Well it only took two years for the answer if it's a true solution.

Absolutely shameful it took this long to get a result.

marbaa
Contributor
Contributor

Maan, that sloved problem on my computer also. Very cool.

 

Host: Fedora 38 KDE Wayland NVIDIA GPU

Guest: Ubuntu 22

edit: well, it worked just while. I made some OS packages update, vmware asked for compiling new kernel modules, and lag is back there, despite those two parameters are present in .vmx...

0 Kudos
mwb1100v
Enthusiast
Enthusiast

I only needed to add the following to solve the problem:

 keyboard.vusb.enable = "TRUE"

Thanks!

That setting tells the VM to use a virtual USB keyboard instead of PS2.  I don't know what the keyboard.allowBothIRQs setting does, but it seems I don't need it.

VMware Workstation 16.2.5 (don't think I'll bother with 17.x)
Host: Win 11
Guest: Linux Mint 20.3 (Ubuntu 20.04)

 

0 Kudos
JMA100
Enthusiast
Enthusiast

I tried the settings and no change for me, the keyboard lag is still there.

I google searched those settings - and they are discussed in this topic:
https://communities.vmware.com/t5/VMware-Workstation-Pro/Workstation-17-5-0-enhanced-keyboard-driver...

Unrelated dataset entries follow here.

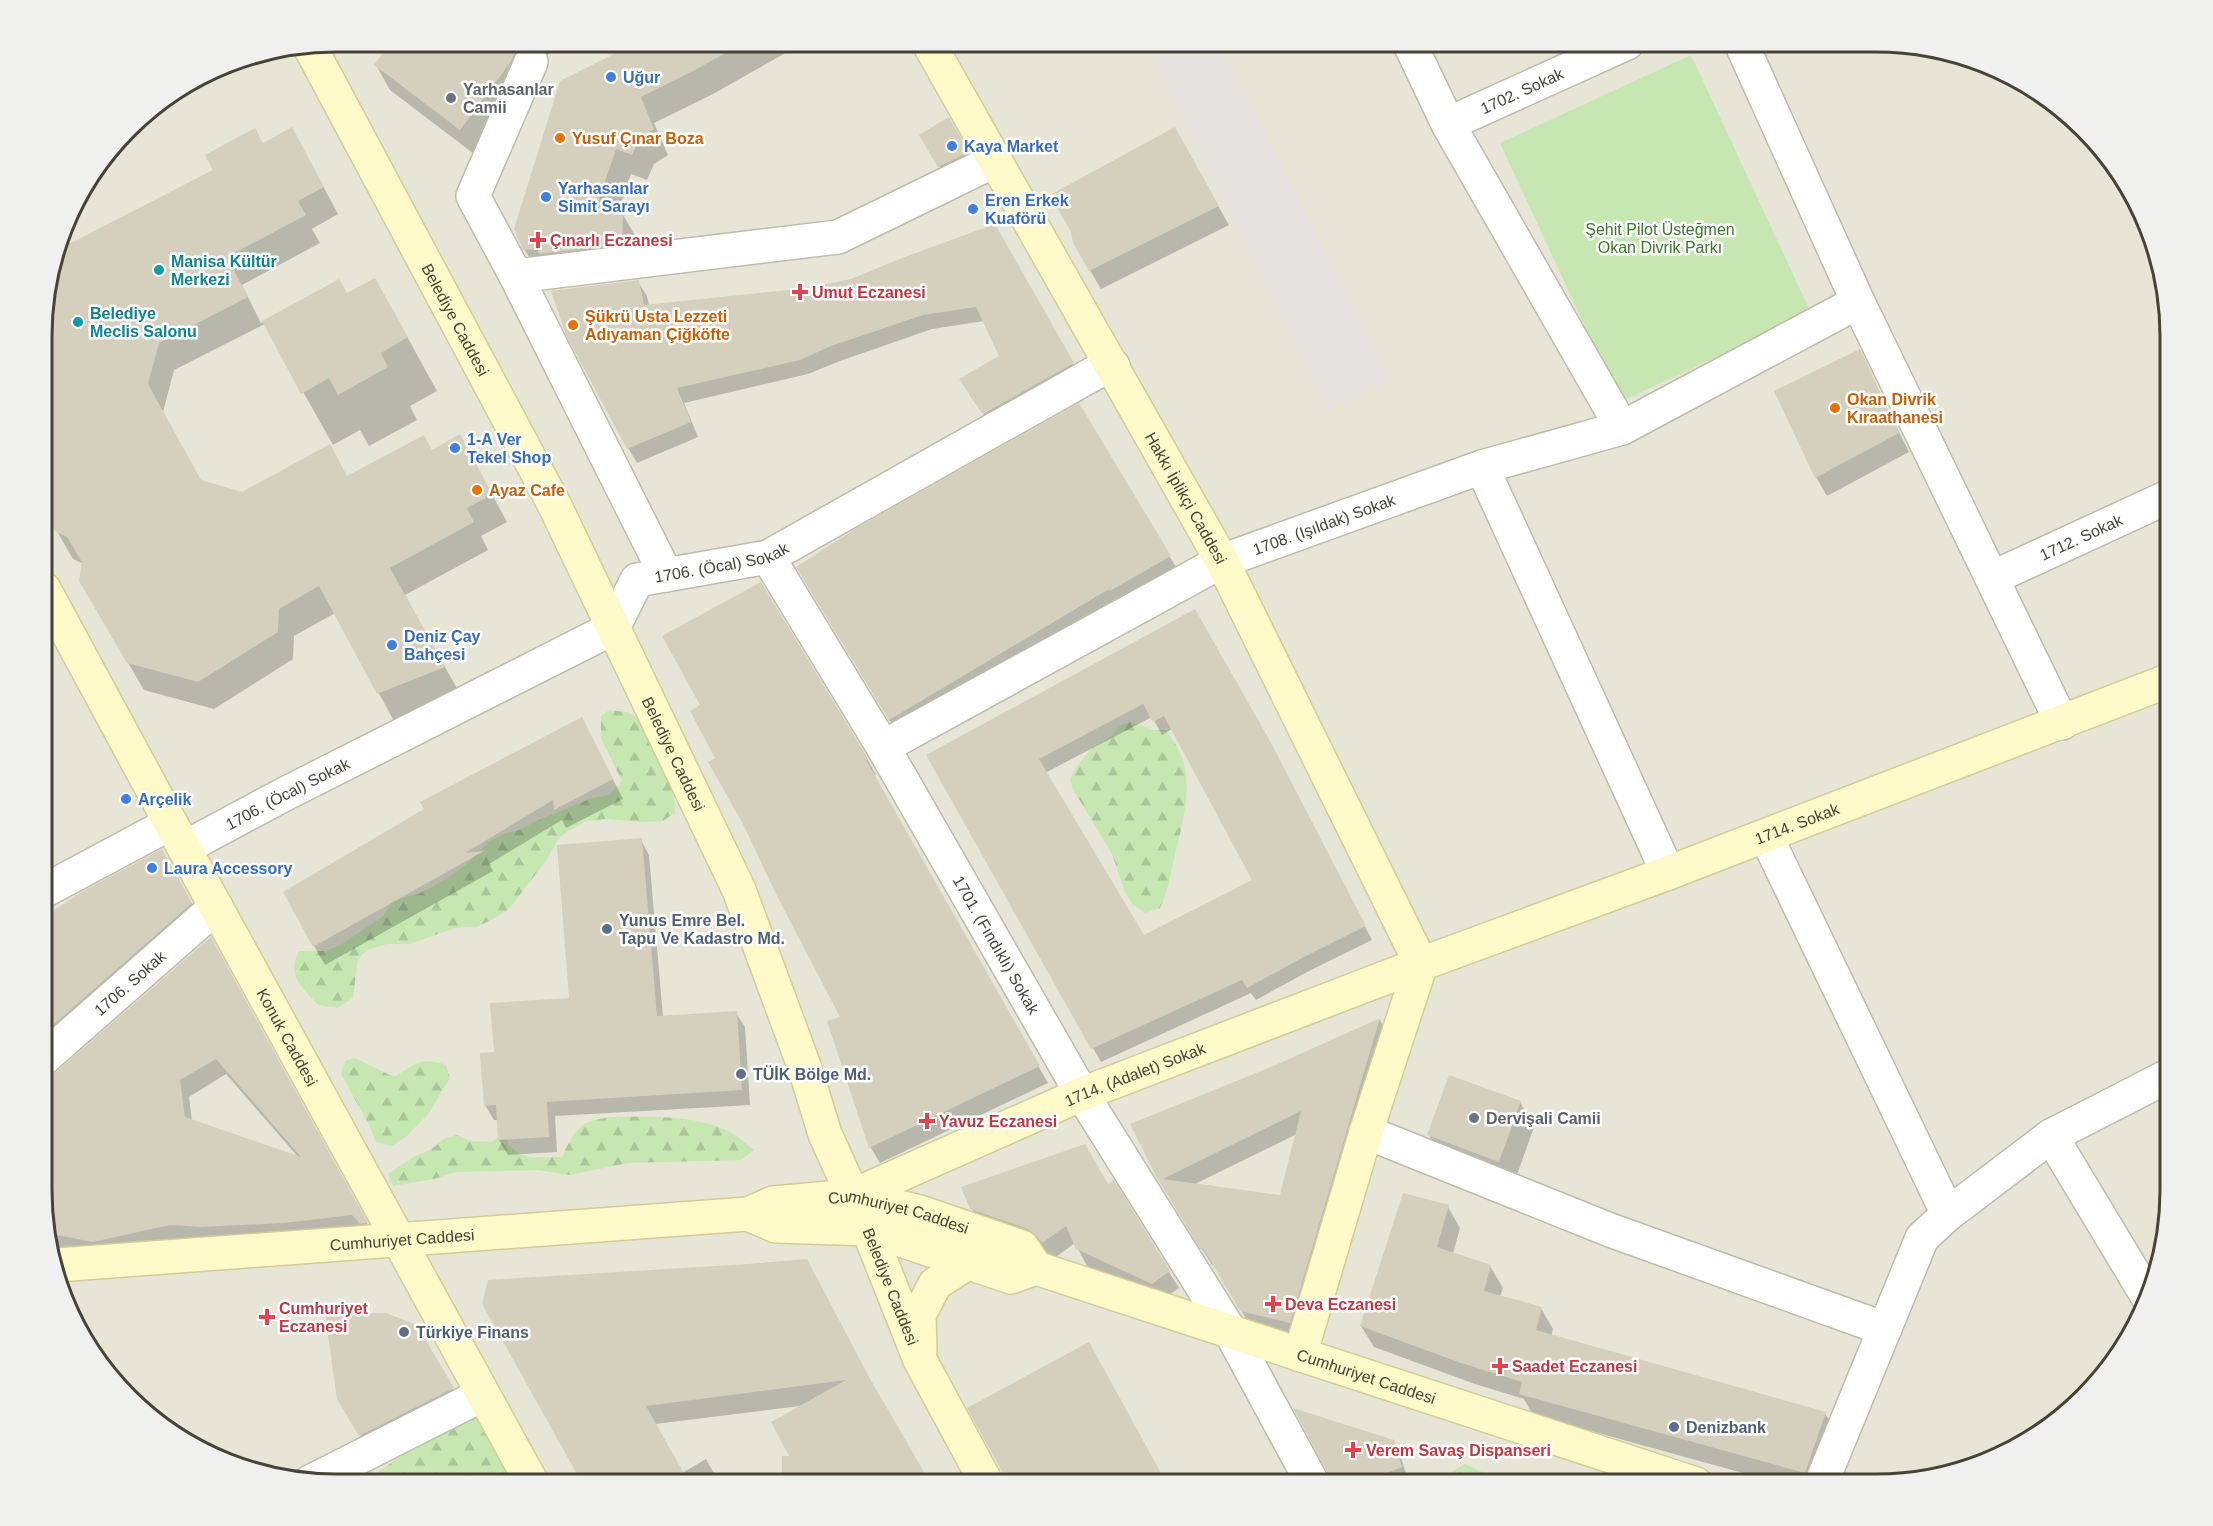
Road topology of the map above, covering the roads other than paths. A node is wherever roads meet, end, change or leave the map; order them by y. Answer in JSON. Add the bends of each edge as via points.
{"nodes":[{"id":1,"x":934,"y":52,"type":"edge"},
{"id":2,"x":1414,"y":52,"type":"edge"},
{"id":3,"x":1606,"y":52,"type":"edge"},
{"id":4,"x":1745,"y":52,"type":"edge"},
{"id":5,"x":313,"y":54,"type":"edge"},
{"id":6,"x":297,"y":55,"type":"edge"},
{"id":7,"x":531,"y":62,"type":"dead end"},
{"id":8,"x":327,"y":79,"type":"junction"},
{"id":9,"x":1448,"y":124,"type":"junction"},
{"id":10,"x":994,"y":161,"type":"junction"},
{"id":11,"x":516,"y":276,"type":"junction"},
{"id":12,"x":1858,"y":303,"type":"junction"},
{"id":13,"x":1113,"y":366,"type":"junction"},
{"id":14,"x":1622,"y":428,"type":"junction"},
{"id":15,"x":1482,"y":467,"type":"junction"},
{"id":16,"x":2160,"y":501,"type":"edge"},
{"id":17,"x":768,"y":557,"type":"junction"},
{"id":18,"x":1222,"y":561,"type":"junction"},
{"id":19,"x":666,"y":575,"type":"junction"},
{"id":20,"x":1992,"y":578,"type":"junction"},
{"id":21,"x":52,"y":602,"type":"edge"},
{"id":22,"x":613,"y":628,"type":"junction"},
{"id":23,"x":2160,"y":684,"type":"edge"},
{"id":24,"x":2062,"y":723,"type":"junction"},
{"id":25,"x":883,"y":747,"type":"junction"},
{"id":26,"x":177,"y":835,"type":"junction"},
{"id":27,"x":1766,"y":836,"type":"junction"},
{"id":28,"x":1668,"y":873,"type":"junction"},
{"id":29,"x":52,"y":888,"type":"edge"},
{"id":30,"x":216,"y":907,"type":"junction"},
{"id":31,"x":1421,"y":964,"type":"junction"},
{"id":32,"x":52,"y":1052,"type":"edge"},
{"id":33,"x":2160,"y":1080,"type":"edge"},
{"id":34,"x":1082,"y":1094,"type":"junction"},
{"id":35,"x":1366,"y":1132,"type":"junction"},
{"id":36,"x":2051,"y":1136,"type":"junction"},
{"id":37,"x":852,"y":1196,"type":"junction"},
{"id":38,"x":748,"y":1214,"type":"junction"},
{"id":39,"x":1948,"y":1214,"type":"junction"},
{"id":40,"x":868,"y":1229,"type":"junction"},
{"id":41,"x":397,"y":1239,"type":"junction"},
{"id":42,"x":969,"y":1262,"type":"junction"},
{"id":43,"x":63,"y":1265,"type":"edge"},
{"id":44,"x":1036,"y":1268,"type":"junction"},
{"id":45,"x":2143,"y":1288,"type":"edge"},
{"id":46,"x":1885,"y":1329,"type":"junction"},
{"id":47,"x":1230,"y":1331,"type":"junction"},
{"id":48,"x":1300,"y":1355,"type":"junction"},
{"id":49,"x":920,"y":1360,"type":"junction"},
{"id":50,"x":482,"y":1395,"type":"junction"},
{"id":51,"x":327,"y":1473,"type":"edge"},
{"id":52,"x":526,"y":1474,"type":"edge"},
{"id":53,"x":982,"y":1474,"type":"edge"},
{"id":54,"x":1308,"y":1474,"type":"edge"},
{"id":55,"x":1665,"y":1474,"type":"edge"},
{"id":56,"x":1825,"y":1474,"type":"edge"}],
"edges":[{"from":1,"to":10,"type":"street","name":"Hakkı İplikçi Caddesi"},
{"from":2,"to":9,"type":"street"},
{"from":3,"to":9,"type":"street","name":"1702. Sokak"},
{"from":4,"to":12,"type":"street"},
{"from":5,"to":8,"type":"street","name":"Belediye Caddesi"},
{"from":6,"to":8,"type":"street"},
{"from":7,"to":11,"type":"street","via":[[473,196]]},
{"from":8,"to":22,"type":"street","name":"Belediye Caddesi","via":[[548,494]]},
{"from":9,"to":14,"type":"street"},
{"from":10,"to":11,"type":"street","via":[[838,237]]},
{"from":10,"to":13,"type":"street","name":"Hakkı İplikçi Caddesi"},
{"from":11,"to":19,"type":"street"},
{"from":12,"to":14,"type":"street","name":"1708. (Işıldak) Sokak"},
{"from":12,"to":20,"type":"street"},
{"from":13,"to":17,"type":"street","name":"1706. (Öcal) Sokak"},
{"from":13,"to":18,"type":"street","name":"Hakkı İplikçi Caddesi"},
{"from":14,"to":15,"type":"street","name":"1708. (Işıldak) Sokak"},
{"from":15,"to":18,"type":"street","name":"1708. (Işıldak) Sokak"},
{"from":15,"to":28,"type":"street"},
{"from":16,"to":20,"type":"street","name":"1712. Sokak"},
{"from":17,"to":19,"type":"street","name":"1706. (Öcal) Sokak"},
{"from":17,"to":25,"type":"street","name":"1701. (Fındıklı) Sokak"},
{"from":18,"to":25,"type":"street","name":"1708. (Işıldak) Sokak"},
{"from":18,"to":31,"type":"street","name":"Hakkı İplikçi Caddesi"},
{"from":19,"to":22,"type":"street","name":"1706. (Öcal) Sokak","via":[[637,580]]},
{"from":20,"to":24,"type":"street"},
{"from":21,"to":26,"type":"street","name":"Konuk Caddesi"},
{"from":22,"to":26,"type":"street","name":"1706. (Öcal) Sokak","via":[[281,796]]},
{"from":22,"to":37,"type":"street","name":"Belediye Caddesi","via":[[739,890],[825,1134]]},
{"from":23,"to":24,"type":"street","name":"1714. Sokak"},
{"from":24,"to":27,"type":"street","name":"1714. Sokak"},
{"from":25,"to":34,"type":"street","name":"1701. (Fındıklı) Sokak"},
{"from":26,"to":29,"type":"street","name":"1706. (Öcal) Sokak"},
{"from":26,"to":30,"type":"street","name":"Konuk Caddesi"},
{"from":27,"to":28,"type":"street","name":"1714. Sokak"},
{"from":27,"to":39,"type":"street"},
{"from":28,"to":31,"type":"street","name":"1714. Sokak"},
{"from":30,"to":32,"type":"street","name":"1706. Sokak"},
{"from":30,"to":41,"type":"street","name":"Konuk Caddesi"},
{"from":31,"to":34,"type":"street","name":"1714. (Adalet) Sokak"},
{"from":31,"to":35,"type":"street"},
{"from":33,"to":36,"type":"street"},
{"from":34,"to":37,"type":"street","name":"1714. (Adalet) Sokak"},
{"from":34,"to":47,"type":"street","name":"1701. (Fındıklı) Sokak"},
{"from":35,"to":46,"type":"street","via":[[1610,1230]]},
{"from":35,"to":48,"type":"street"},
{"from":36,"to":39,"type":"street"},
{"from":36,"to":45,"type":"street"},
{"from":37,"to":38,"type":"street","name":"Cumhuriyet Caddesi","via":[[773,1203]]},
{"from":37,"to":40,"type":"street","name":"Belediye Caddesi"},
{"from":37,"to":44,"type":"street","name":"Cumhuriyet Caddesi","via":[[920,1212],[1022,1247]]},
{"from":38,"to":40,"type":"street","name":"Cumhuriyet Caddesi","via":[[776,1226]]},
{"from":38,"to":41,"type":"street","name":"Cumhuriyet Caddesi"},
{"from":39,"to":46,"type":"street","via":[[1922,1238]]},
{"from":40,"to":42,"type":"street","name":"Cumhuriyet Caddesi"},
{"from":40,"to":49,"type":"street","name":"Belediye Caddesi"},
{"from":41,"to":43,"type":"street","name":"Cumhuriyet Caddesi"},
{"from":41,"to":50,"type":"street","name":"Konuk Caddesi"},
{"from":42,"to":44,"type":"street","name":"Cumhuriyet Caddesi","via":[[1011,1277]]},
{"from":42,"to":49,"type":"street","via":[[935,1284],[919,1314]]},
{"from":44,"to":47,"type":"street","name":"Cumhuriyet Caddesi"},
{"from":46,"to":56,"type":"street"},
{"from":47,"to":48,"type":"street","name":"Cumhuriyet Caddesi"},
{"from":47,"to":54,"type":"street","name":"1701. (Fındıklı) Sokak"},
{"from":48,"to":55,"type":"street","name":"Cumhuriyet Caddesi"},
{"from":49,"to":53,"type":"street","name":"Belediye Caddesi"},
{"from":50,"to":51,"type":"street"},
{"from":50,"to":52,"type":"street","name":"Konuk Caddesi"}]}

Seems to be a fix for a recent keyboard problem in VMware 17.5.0 where the keyboard stops working all together.  I'm glad I haven't ran into that one.

0 Kudos
davidjbaird
Contributor
Contributor

Sorry to hear you didn't have any luck with those settings. I still have not experienced keyboard lag in any of my VMs (Workstation 16.2.5 Pro) since applying them, so they have certainly had an effect for me. There are at least 4 other threads on this forum that talk about this kind of problem, so there may be more than one root cause. Perhaps some of the proposed solutions in those threads might work for you.

0 Kudos
JMA100
Enthusiast
Enthusiast

Since I'm still having the issue, I did another experiment.  I downloaded the ISO installs of ubuntu 23.10, kubuntu 23.10, xfce 23.10, manjoro gnome (latest), & manjoro KDE (latest.)

It turns out, you don't have to install the OS to experience the issue.  Just boot up the ISO and rather than clicking on install now, click on try OS without installing.  Open a shell and type something.  Installing open-vm-tools-desktop does not change the behaviour. 

My host environment is Ubuntu Mate 22.04. I created a VM with vmware player 17.5.1, have 3d acceleration turned on and gave the machine 18 GB of ram.  I made no adjustments to the vmx file, everything vanilla.    I'm able to duplicate the issue on ubuntu 23.10, xfce 23.10, and manjoro gnome.  The issue is not present on kubuntu 23.10 & manjoro KDE.

Not what I expected, but good that it's easily replicable.  Any ideas?